··· Provided records
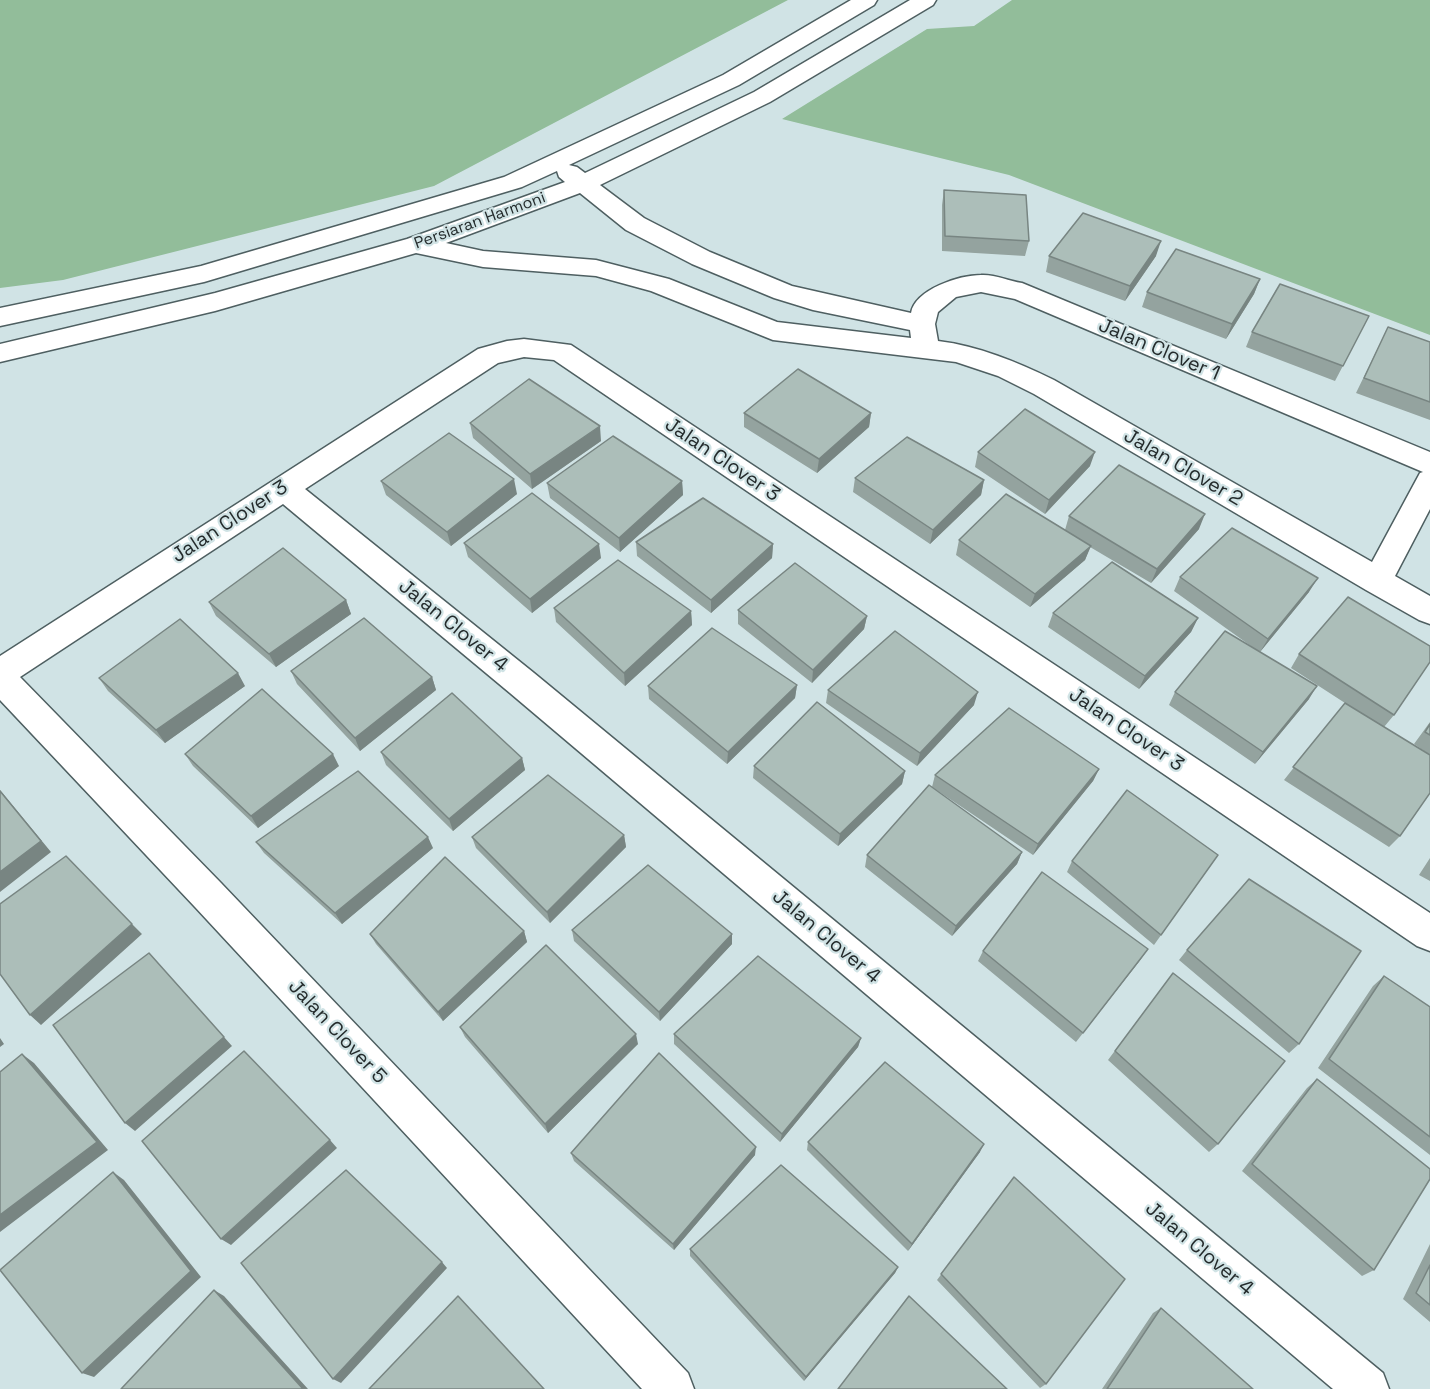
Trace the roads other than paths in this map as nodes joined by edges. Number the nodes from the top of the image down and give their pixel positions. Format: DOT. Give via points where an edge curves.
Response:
······
··· Provided records
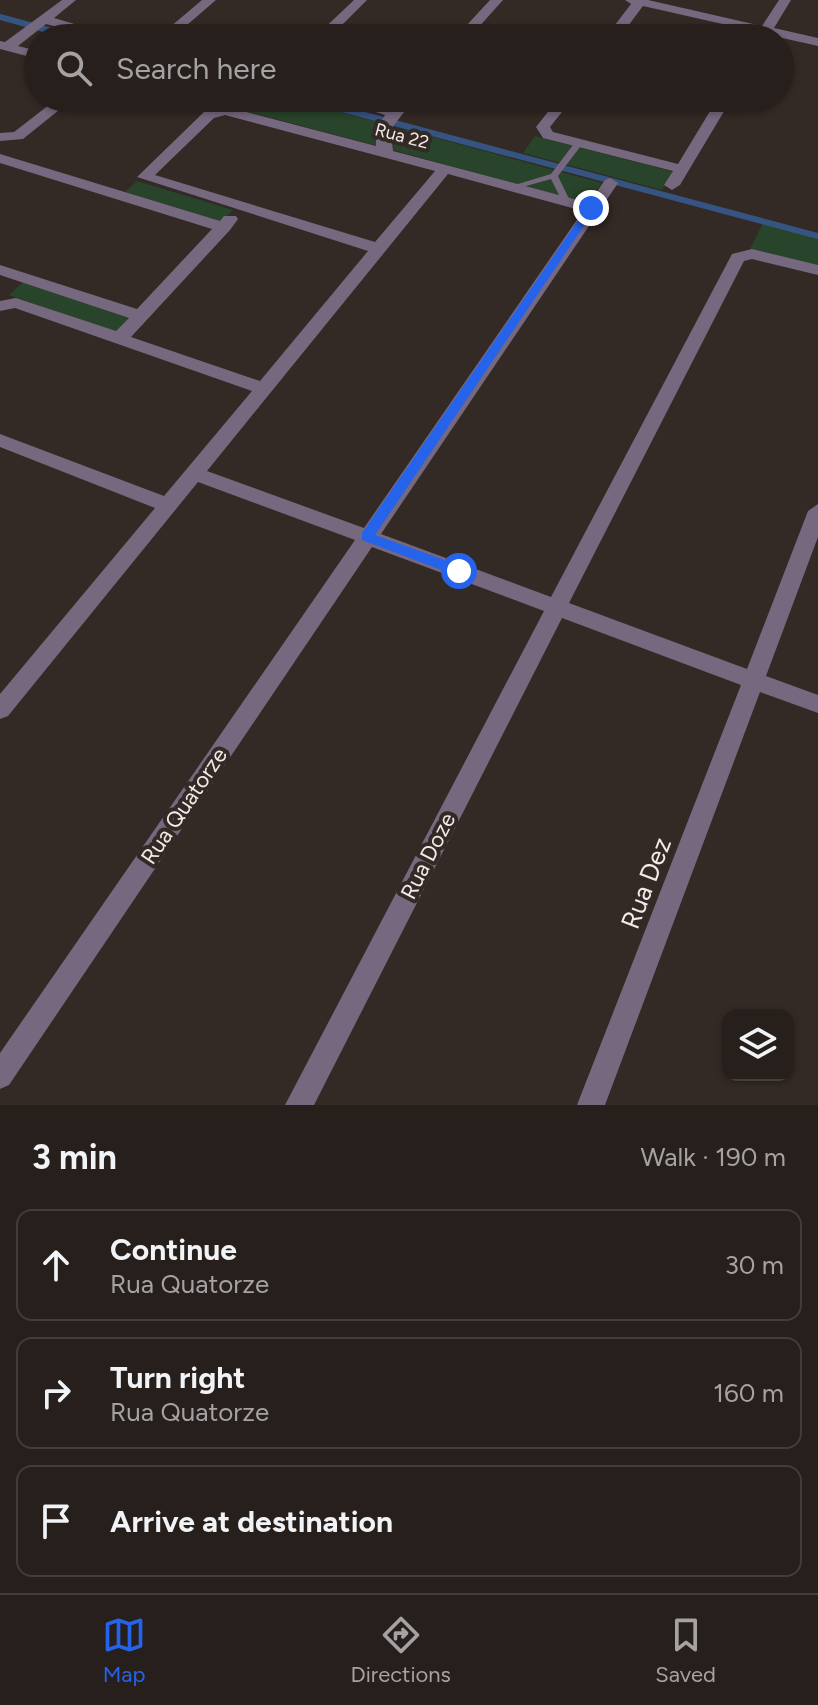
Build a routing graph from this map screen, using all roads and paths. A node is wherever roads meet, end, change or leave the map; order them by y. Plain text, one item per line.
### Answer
······
Work item =
Go line by line through the data above and report each one that holds the string "roads".

Exercise output =
Trace the roads other than paths in this map as nodes joined by edges. Number the nodes from the top of the image down and give their pixel positions. Format: DOT. Give via points where an edge curves.
Build a routing graph from this map screen, using all roads and paths. A node is wherever roads meet, end, change or leave the map; order them by y. Plain text, one item per line.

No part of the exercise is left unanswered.